A senhora Valéria Serra Cordeiro, em mensagem deselegante e desinformada, encaminhada por e-mail, certamente não conhecia as aves em questão, além de desconhecer a legislação pertinente. Essa senhora teceu alguns comentários lamentáveis, para quem se arbitra no direito de cobrar deveres de outrém. Diz a reclamante que a ação do Ibama foi "abusiva e ridícula". Fomos ao local motivados por denúncia anônima (dever de ofício) e constatamos a precariedade com que os animais ali se encontravam alojados. Além das gaiolas enferrujadas, a impressão que tivemos foi de que os animais estavam quase abandonados, não fosse o suprimento de sementes de girassóis fornecido a eles. Ademais, Petrópolis tem clima frio, e como ressaltado acima, as aves não possuíam condições de se abrigar adequadamente. Se, de fato, estavam lá há 20 anos, isso só explicita o descaso do poder público local para o cativeiro ilegal de fauna, além da complacência de parte da sociedade dita letrada.

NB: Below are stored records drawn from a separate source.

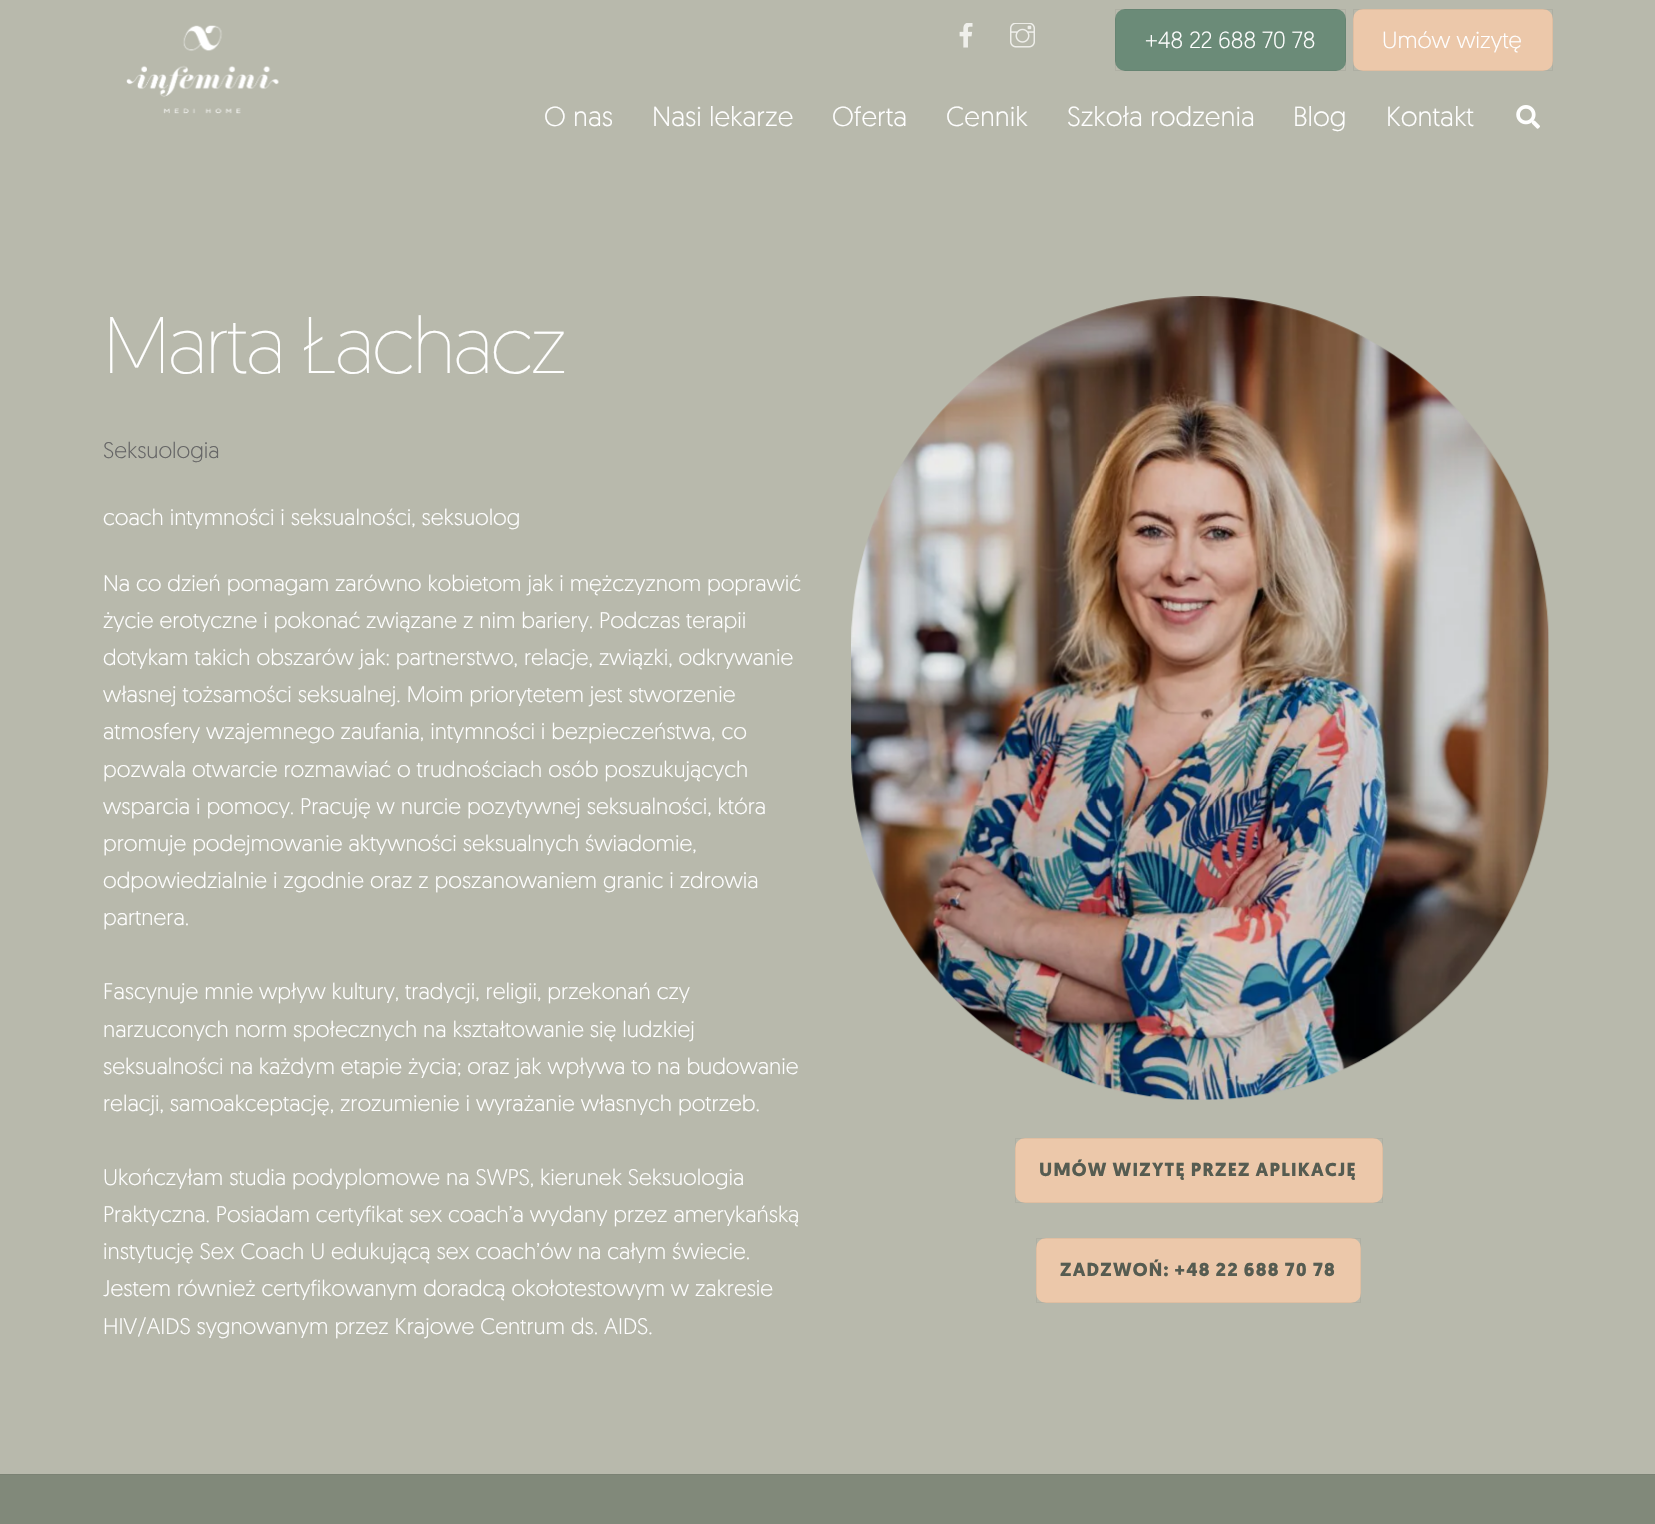 void draw(SkCanvas* canvas) {
	SkPaint fill;
	fill.setAntiAlias(true);
	auto makeFont = [&](const char* family, int weight, float size, bool italic = false) {
		SkFontStyle style(weight, SkFontStyle::kNormal_Width,
			italic ? SkFontStyle::kItalic_Slant : SkFontStyle::kUpright_Slant);
		SkFont result(fontMgr->matchFamilyStyle(family, style), size);
		result.setSubpixel(true);
		return result;
	};
	auto text = [&](const char* s, float x, float y, const SkFont& font) {
		canvas->drawString(s, x, y, font, fill);
	};
	auto spacedText = [&](const char* s, float x, float y, const SkFont& font, const SkPaint& ink, float letter, float word) {
		std::vector<SkGlyphID> glyphs(font.countText(s, strlen(s), SkTextEncoding::kUTF8));
		std::vector<float> xs(glyphs.size());
		font.textToGlyphs(s, strlen(s), SkTextEncoding::kUTF8, glyphs);
		font.getXPos(glyphs, xs, x);
		float extra = 0;
		for (size_t i = 0; i < glyphs.size(); i++) {
			xs[i] += extra;
			extra += letter + word * (glyphs[i] == font.unicharToGlyph(' '));
		}
		canvas->drawTextBlob(SkTextBlob::MakeFromPosHGlyphs(glyphs, xs, y, font), 0, 0, ink);
	};
	auto box = [&](float l, float t, float r, float b) {
		canvas->drawRect(SkRect::MakeLTRB(l, t, r, b), fill);
	};
	auto roundBox = [&](float l, float t, float r, float b, float radius) {
		canvas->drawRoundRect(SkRect::MakeLTRB(l, t, r, b), radius, radius, fill);
	};
	auto picture = [&](const char* path, float l, float t, float r, float b) {
		auto image = SkImages::DeferredFromEncodedData(SkData::MakeFromFileName(path));
		canvas->drawImageRect(image, SkRect::MakeLTRB(l, t, r, b), SkSamplingOptions());
	};
	canvas->clear(0xFF81897A);
	fill.setColor(0xFFB8B9AC);
	box(0, 0, 1655, 1474);
	picture("image0.png", 959, 23, 973, 48);
	picture("image1.png", 1010, 23, 1035, 48);
	fill.setColor(0xFF6B8B78);
	roundBox(1115, 9, 1346, 71, 10);
	fill.setStyle(SkPaint::kStroke_Style);
	fill.setStrokeWidth(1);
	fill.setColor(0x0D000000);
	canvas->drawRect(SkRect::MakeLTRB(1115.5f, 9.5f, 1345.5f, 70.5f), fill);
	fill.setStyle(SkPaint::kFill_Style);
	fill.setColor(0xFFECC8AA);
	roundBox(1353, 9, 1553, 71, 10);
	fill.setStyle(SkPaint::kStroke_Style);
	fill.setColor(0x0D000000);
	canvas->drawRect(SkRect::MakeLTRB(1353.5f, 9.5f, 1552.5f, 70.5f), fill);
	picture("image2.png", 126, 25, 279, 114);
	picture("image3.png", 1516, 105, 1540, 129);
	picture("image4.png", 851, 296, 1549, 1100);
	fill.setStyle(SkPaint::kFill_Style);
	fill.setColor(0xFFECC8AA);
	roundBox(1015, 1138, 1383, 1203, 10);
	fill.setStyle(SkPaint::kStroke_Style);
	fill.setColor(0x0D000000);
	canvas->drawRect(SkRect::MakeLTRB(1015.5f, 1138.5f, 1382.5f, 1202.5f), fill);
	fill.setStyle(SkPaint::kFill_Style);
	fill.setColor(0xFFECC8AA);
	roundBox(1036, 1238, 1361, 1303, 10);
	fill.setStyle(SkPaint::kStroke_Style);
	fill.setColor(0x0D000000);
	canvas->drawRect(SkRect::MakeLTRB(1036.5f, 1238.5f, 1360.5f, 1302.5f), fill);
	fill.setStyle(SkPaint::kFill_Style);
	fill.setColor(0xFF7B8274);
	box(0, 1474, 1655, 1475);
	auto font1 = makeFont("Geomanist", 300, 23.25f);
	fill.setColor(0xFFFFFFFF);
	text("+48 22 688 70 78", 1145, 48, font1);
	text("Umów wizytę", 1382, 48, font1);
	auto font2 = makeFont("Geomanist", 300, 27.5f);
	text("O nas", 544, 126, font2);
	text("Nasi lekarze", 652, 126, font2);
	text("Oferta", 832, 126, font2);
	text("Cennik", 946, 126, font2);
	text("Szkoła rodzenia", 1067, 126, font2);
	text("Blog", 1293, 126, font2);
	text("Kontakt", 1386, 126, font2);
	auto font3 = makeFont("Geomanist", 200, 80);
	spacedText("Marta Łachacz", 103, 373, font3, fill, -2.4f, 0);
	auto font4 = makeFont("Geomanist", 300, 22.5f);
	fill.setColor(0xFF666666);
	text("Seksuologia", 103, 458, font4);
	fill.setColor(0xFFFFFFFF);
	text("coach intymności i seksualności, seksuolog", 103, 525, font4);
	text("Na co dzień pomagam zarówno kobietom jak i mężczyznom poprawić", 103, 591, font4);
	text("życie erotyczne i pokonać związane z nim bariery. Podczas terapii", 103, 628, font4);
	text("dotykam takich obszarów jak: partnerstwo, relacje, związki, odkrywanie", 103, 665, font4);
	text("własnej tożsamości seksualnej. Moim priorytetem jest stworzenie", 103, 702, font4);
	text("atmosfery wzajemnego zaufania, intymności i bezpieczeństwa, co", 103, 739, font4);
	text("pozwala otwarcie rozmawiać o trudnościach osób poszukujących", 103, 777, font4);
	text("wsparcia i pomocy. Pracuję w nurcie pozytywnej seksualności, która", 103, 814, font4);
	text("promuje podejmowanie aktywności seksualnych świadomie,", 103, 851, font4);
	text("odpowiedzialnie i zgodnie oraz z poszanowaniem granic i zdrowia", 103, 888, font4);
	text("partnera.", 103, 925, font4);
	text("Fascynuje mnie wpływ kultury, tradycji, religii, przekonań czy", 103, 999, font4);
	text("narzuconych norm społecznych na kształtowanie się ludzkiej", 103, 1037, font4);
	text("seksualności na każdym etapie życia; oraz jak wpływa to na budowanie", 103, 1074, font4);
	text("relacji, samoakceptację, zrozumienie i wyrażanie własnych potrzeb.", 103, 1111, font4);
	text("Ukończyłam studia podyplomowe na SWPS, kierunek Seksuologia", 103, 1185, font4);
	text("Praktyczna. Posiadam certyfikat sex coach’a wydany przez amerykańską", 103, 1222, font4);
	text("instytucję Sex Coach U edukującą sex coach’ów na całym świecie.", 103, 1259, font4);
	text("Jestem również certyfikowanym doradcą okołotestowym w zakresie", 103, 1296, font4);
	text("HIV/AIDS sygnowanym przez Krajowe Centrum ds. AIDS.", 103, 1334, font4);
	auto font5 = makeFont("Geomanist", 700, 18.75f);
	fill.setColor(0xFF565C51);
	spacedText("UMÓW WIZYTĘ PRZEZ APLIKACJĘ", 1039, 1176, font5, fill, 1.25f, 0);
	spacedText("ZADZWOŃ: +48 22 688 70 78", 1060, 1276, font5, fill, 1.25f, 0);
}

Alega ainda que os animais "viviam superbem" e que foram "retiradas do local onde viviam felizes há 30 anos". Talvez em sua míope visão passar 30 anos trancafiados em uma gaiola, sem companhia de seus semelhantes e comendo somente sementes de girassol, seja considerado viver bem e felizes... sem comentários.
Diz ainda em sua mensagem que "não sei sob qual alegação" os animais foram apreendidos e que "não podemos deixar essas aves, que sempre viveram em liberdade, fora de perigo e bem tratadas, serem confinadas ou comercializadas". Muito simples, senhora: a alegação é tão somente cumprir a lei 9605/98, para resguardar o meio ambiente equilibrado e a saúde dos animais, conforme exige o artigo 225 da Lei Magna brasileira.
Chama atenção, além disso, a falta de informação ao alegar que estavam em liberdade. Ora, se estivessem livres não teriam sido apreendidas, pois o artigo 29 da Lei de Crimes ambientais explicita que o cativeiro de animais silvestres sem comprovação de origem legal é crime. Não dá pra entender como animais engaiolados há 30 anos possam ser considerados em liberdade. Talvez, somente na pouca visão dessa senhora, que pelo que se percebe em sua mensagem, soube do ocorrido por ouvir dizer e que ignora a legislação vigente, ainda desrespeitando e difamando os servidores do Ibama, que lutam no dia a dia para minimizar o tráfico de animais silvestres. O Ibama não vende, nem jamais vendeu, animais. Se ela sabe de alguma informação nesse sentido, que seja mais específica, para que sua denúncia seja prontamente apurada.
Os animais apreendidos foram encaminhados ao Centro de Triagem do Ibama, para poderem receber tratamento adequado e, aí sim, digno, pois caso não possam ser libertados em seu habitat natural, em decorrência das agruras dos longos anos em que estiveram confinados, solitários e mal alimentados, poderão conviver na companhia de seus semelhantes.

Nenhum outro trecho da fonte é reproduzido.